Ignatieff signalled as much in his initial reaction.

“There are some developments in this budget that would have been unthinkable before Christmas,” he said.

Kevin Dancey, CEO of the Canadian Institute of Chartered Accountants, said all budgets are political documents and this one is acutely so.

“It almost says, ‘I want to get passed”‘ said Dancey.

For all its red ink, the Conservative budget may also be overly optimistic.

“There will be no long-running or permanent deficit,” Flaherty promised, but soon after added a major qualifier.

“While our projections are based on the best possible information, we cannot guarantee them absolutely.”

Derek Holt, senior economist at Scotia Capital, said the government is banking on a short, sharp recession followed by a rapid recovery, a trend-line he and some other private sector economists don’t share.

“The $700 million surplus they have (forecast) five years out faces a downside risk if they don’t get as quick and sharp a recovery as they’re predicting,” said Holt.
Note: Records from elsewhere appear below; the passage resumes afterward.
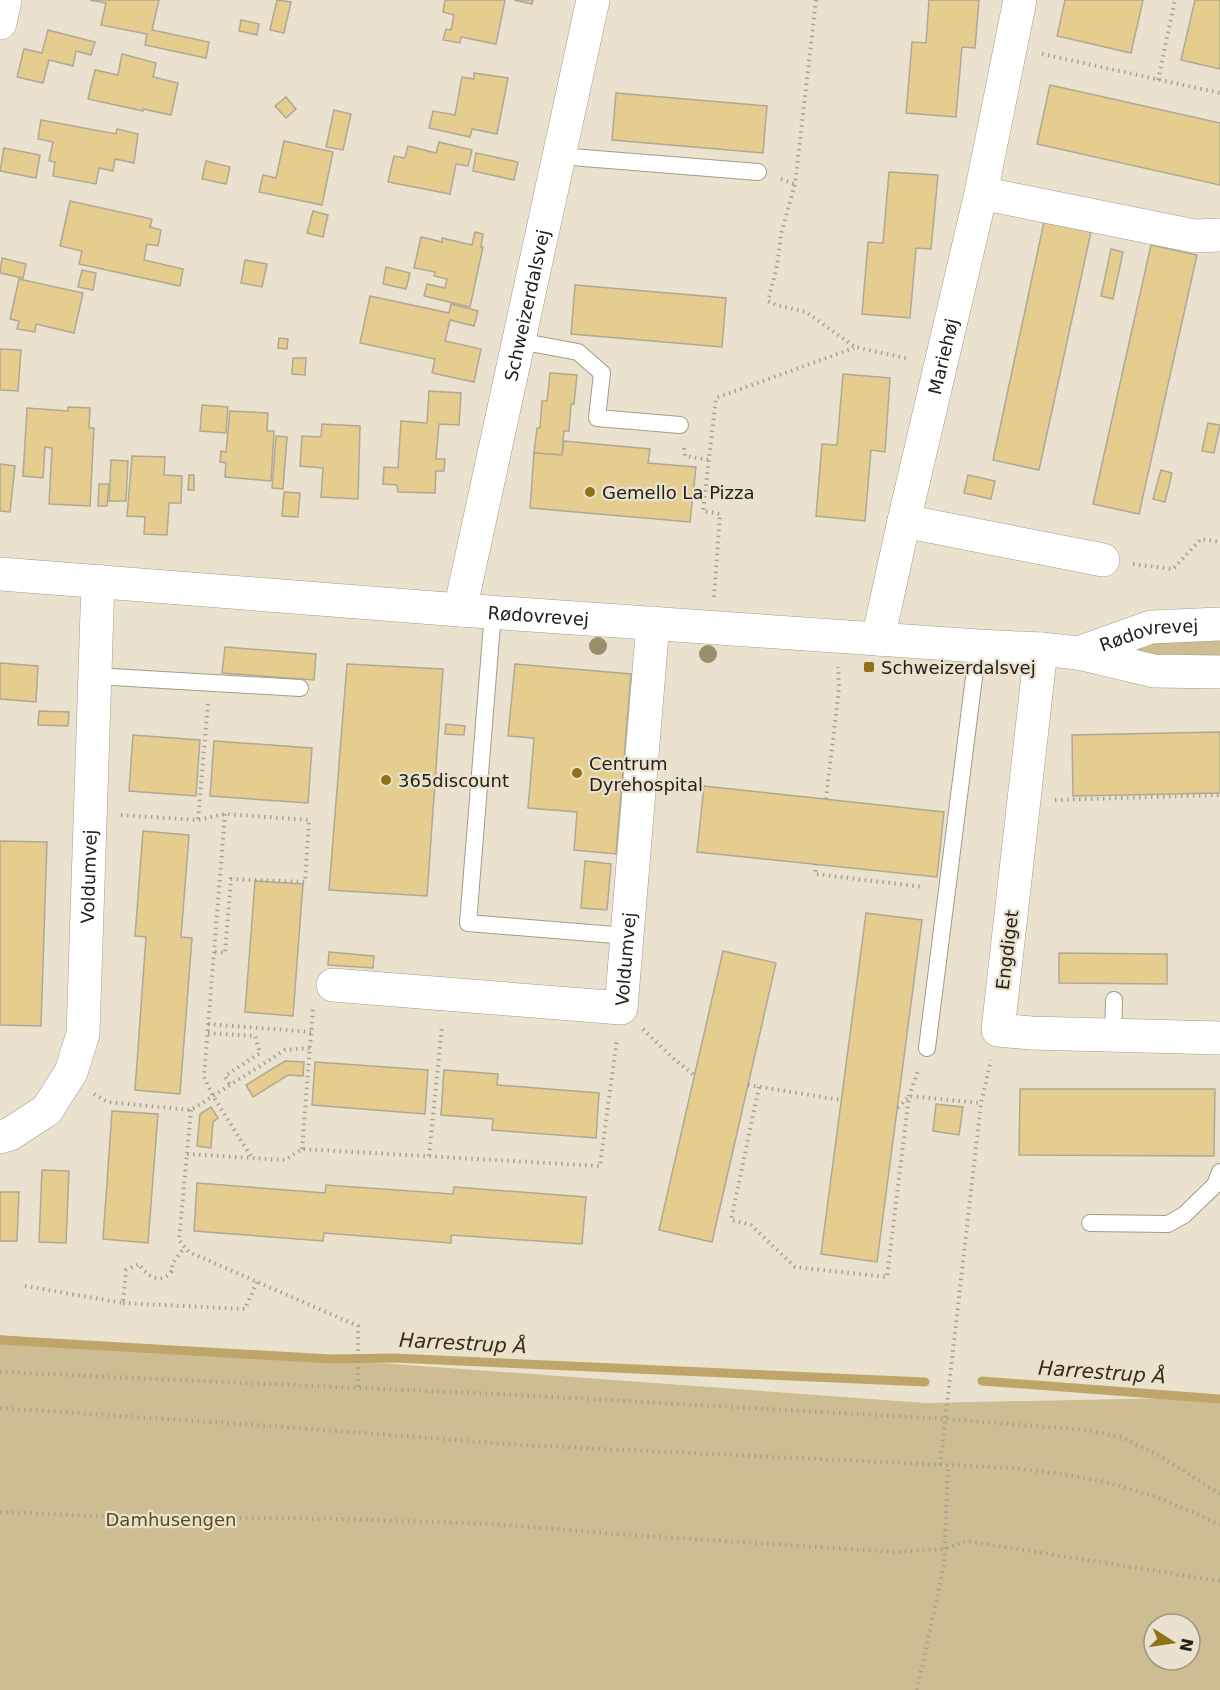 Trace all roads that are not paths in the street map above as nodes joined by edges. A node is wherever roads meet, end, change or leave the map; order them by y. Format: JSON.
{"nodes":[{"id":1,"x":5,"y":0,"type":"edge"},
{"id":2,"x":593,"y":0,"type":"edge"},
{"id":3,"x":1020,"y":0,"type":"edge"},
{"id":4,"x":0,"y":23,"type":"edge"},
{"id":5,"x":559,"y":156,"type":"junction"},
{"id":6,"x":758,"y":172,"type":"dead end"},
{"id":7,"x":981,"y":193,"type":"junction"},
{"id":8,"x":1220,"y":235,"type":"edge"},
{"id":9,"x":519,"y":341,"type":"junction"},
{"id":10,"x":680,"y":425,"type":"dead end"},
{"id":11,"x":904,"y":521,"type":"junction"},
{"id":12,"x":1103,"y":560,"type":"road end"},
{"id":13,"x":0,"y":574,"type":"edge"},
{"id":14,"x":98,"y":581,"type":"junction"},
{"id":15,"x":460,"y":610,"type":"junction"},
{"id":16,"x":493,"y":612,"type":"junction"},
{"id":17,"x":653,"y":623,"type":"junction"},
{"id":18,"x":1220,"y":624,"type":"edge"},
{"id":19,"x":878,"y":639,"type":"junction"},
{"id":20,"x":978,"y":646,"type":"junction"},
{"id":21,"x":1041,"y":649,"type":"junction"},
{"id":22,"x":1078,"y":653,"type":"junction"},
{"id":23,"x":1220,"y":672,"type":"edge"},
{"id":24,"x":95,"y":676,"type":"junction"},
{"id":25,"x":300,"y":688,"type":"dead end"},
{"id":26,"x":627,"y":936,"type":"junction"},
{"id":27,"x":333,"y":985,"type":"road end"},
{"id":28,"x":1114,"y":1000,"type":"dead end"},
{"id":29,"x":1113,"y":1036,"type":"junction"},
{"id":30,"x":1220,"y":1038,"type":"edge"},
{"id":31,"x":927,"y":1048,"type":"dead end"},
{"id":32,"x":0,"y":1137,"type":"edge"},
{"id":33,"x":1220,"y":1172,"type":"edge"},
{"id":34,"x":1090,"y":1223,"type":"dead end"}],
"edges":[{"from":1,"to":4,"type":"street"},
{"from":2,"to":5,"type":"street","name":"Schweizerdalsvej"},
{"from":3,"to":7,"type":"street","name":"Mariehøj"},
{"from":5,"to":6,"type":"lane"},
{"from":5,"to":9,"type":"street","name":"Schweizerdalsvej"},
{"from":7,"to":8,"type":"street"},
{"from":7,"to":11,"type":"street","name":"Mariehøj"},
{"from":9,"to":10,"type":"lane"},
{"from":9,"to":15,"type":"street","name":"Schweizerdalsvej"},
{"from":11,"to":12,"type":"street"},
{"from":11,"to":19,"type":"street","name":"Mariehøj"},
{"from":13,"to":14,"type":"street","name":"Rødovrevej"},
{"from":14,"to":15,"type":"street","name":"Rødovrevej"},
{"from":14,"to":24,"type":"street","name":"Voldumvej"},
{"from":15,"to":16,"type":"street","name":"Rødovrevej"},
{"from":16,"to":17,"type":"street","name":"Rødovrevej"},
{"from":16,"to":26,"type":"lane"},
{"from":17,"to":19,"type":"street","name":"Rødovrevej"},
{"from":17,"to":26,"type":"street","name":"Voldumvej"},
{"from":18,"to":22,"type":"street","name":"Rødovrevej"},
{"from":19,"to":20,"type":"street","name":"Rødovrevej"},
{"from":20,"to":21,"type":"street","name":"Rødovrevej"},
{"from":20,"to":31,"type":"lane"},
{"from":21,"to":22,"type":"street","name":"Rødovrevej"},
{"from":21,"to":29,"type":"street","name":"Engdiget"},
{"from":22,"to":23,"type":"street","name":"Rødovrevej"},
{"from":24,"to":25,"type":"lane"},
{"from":24,"to":32,"type":"street","name":"Voldumvej"},
{"from":26,"to":27,"type":"street","name":"Voldumvej"},
{"from":28,"to":29,"type":"lane"},
{"from":29,"to":30,"type":"street"},
{"from":33,"to":34,"type":"lane"}]}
That’s economist-speak for: don’t hold your breath waiting for the return of surplus budgets.

Kevin Page, Parliament’s independent budget officer, issued a report last week that projected deficits could total as much as $105 billion over the next five years.

“We are in uncharted waters,” Flaherty told reporters inside Tuesday’s budget lockup.

“The economists have been wrong in their predictions. All of the so-called experts continue to become more pessimistic in their forecasts. Things could get worse and if they get worse, we’ll do more.”